# Church Organ needs a new home!



## Guest (Jul 29, 2012)

And now for something completely different.
Came across this kijiji ad. Any ambitious 
keyboard players out there?

Church Organ needs a new home! - City of Toronto Musical Instruments For Sale - Kijiji City of Toronto Canada.


----------



## loudtubeamps (Feb 2, 2012)

I might have to break it down a bit ,but I think I can get that in my truck.














Shoretyus? Can you lend me a hand? 
cheers, d.


----------



## loudtubeamps (Feb 2, 2012)

kksjur WOW! and WOW. kksjur


laristotle said:


> And now for something completely different.
> Came across this kijiji ad. Any ambitious
> keyboard players out there?
> Church Organ needs a new home! - City of Toronto Musical Instruments For Sale - Kijiji City of Toronto Canada.


----------



## loudtubeamps (Feb 2, 2012)

OK.....just a couple more interesting trucks.


----------



## Mooh (Mar 7, 2007)

If I had the space I would absolutely love a good pipe organ...or even a middling one. I was raised around everything from cheap electric organs to Hammonds to huge pipe organs.

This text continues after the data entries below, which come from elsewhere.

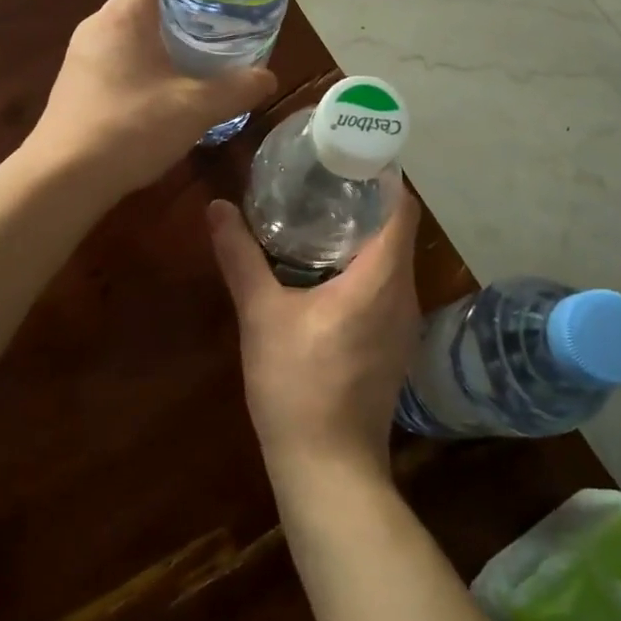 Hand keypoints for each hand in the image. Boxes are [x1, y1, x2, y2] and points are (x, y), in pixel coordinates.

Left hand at [27, 0, 275, 199]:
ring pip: (133, 29)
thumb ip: (237, 89)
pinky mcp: (78, 84)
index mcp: (124, 15)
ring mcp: (83, 55)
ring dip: (167, 35)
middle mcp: (98, 25)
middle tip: (224, 18)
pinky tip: (170, 90)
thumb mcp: (195, 109)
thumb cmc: (128, 130)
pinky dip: (148, 60)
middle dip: (186, 1)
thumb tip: (268, 78)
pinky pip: (120, 56)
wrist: (62, 179)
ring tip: (204, 53)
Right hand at [206, 186, 421, 486]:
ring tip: (317, 215)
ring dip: (362, 235)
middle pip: (396, 229)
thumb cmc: (297, 384)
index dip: (380, 173)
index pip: (399, 205)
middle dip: (363, 199)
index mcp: (381, 277)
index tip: (346, 153)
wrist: (328, 467)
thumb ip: (240, 257)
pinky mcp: (394, 345)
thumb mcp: (261, 315)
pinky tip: (323, 271)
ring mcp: (403, 323)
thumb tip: (216, 208)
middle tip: (320, 178)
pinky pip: (386, 287)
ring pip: (392, 260)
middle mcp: (404, 294)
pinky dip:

The digital reproductions on my Yamaha digital keyboard don't get very close to the real deal.

Note to self, buy a winning lottery ticket.

Peace, Mooh.


----------



## washburned (Oct 13, 2006)

And you think a 50 watt Fender will piss off the neighbours!


----------



## loudtubeamps (Feb 2, 2012)

Virgil Fox, a direct to disc recording and a massive pipe organ in California somewhere.
The only album that has ever pooched my Cerwin Vega's.
Virgil Fox Toccata & Fugue in D minor Allen Touring Organ - YouTube and a better quality vid.
Toccata and Fugue in d minor BWV 565 - J.S. Bach - YouTube


----------



## loudtubeamps (Feb 2, 2012)

Oh yeah....I was pissin' off the neighbours!


----------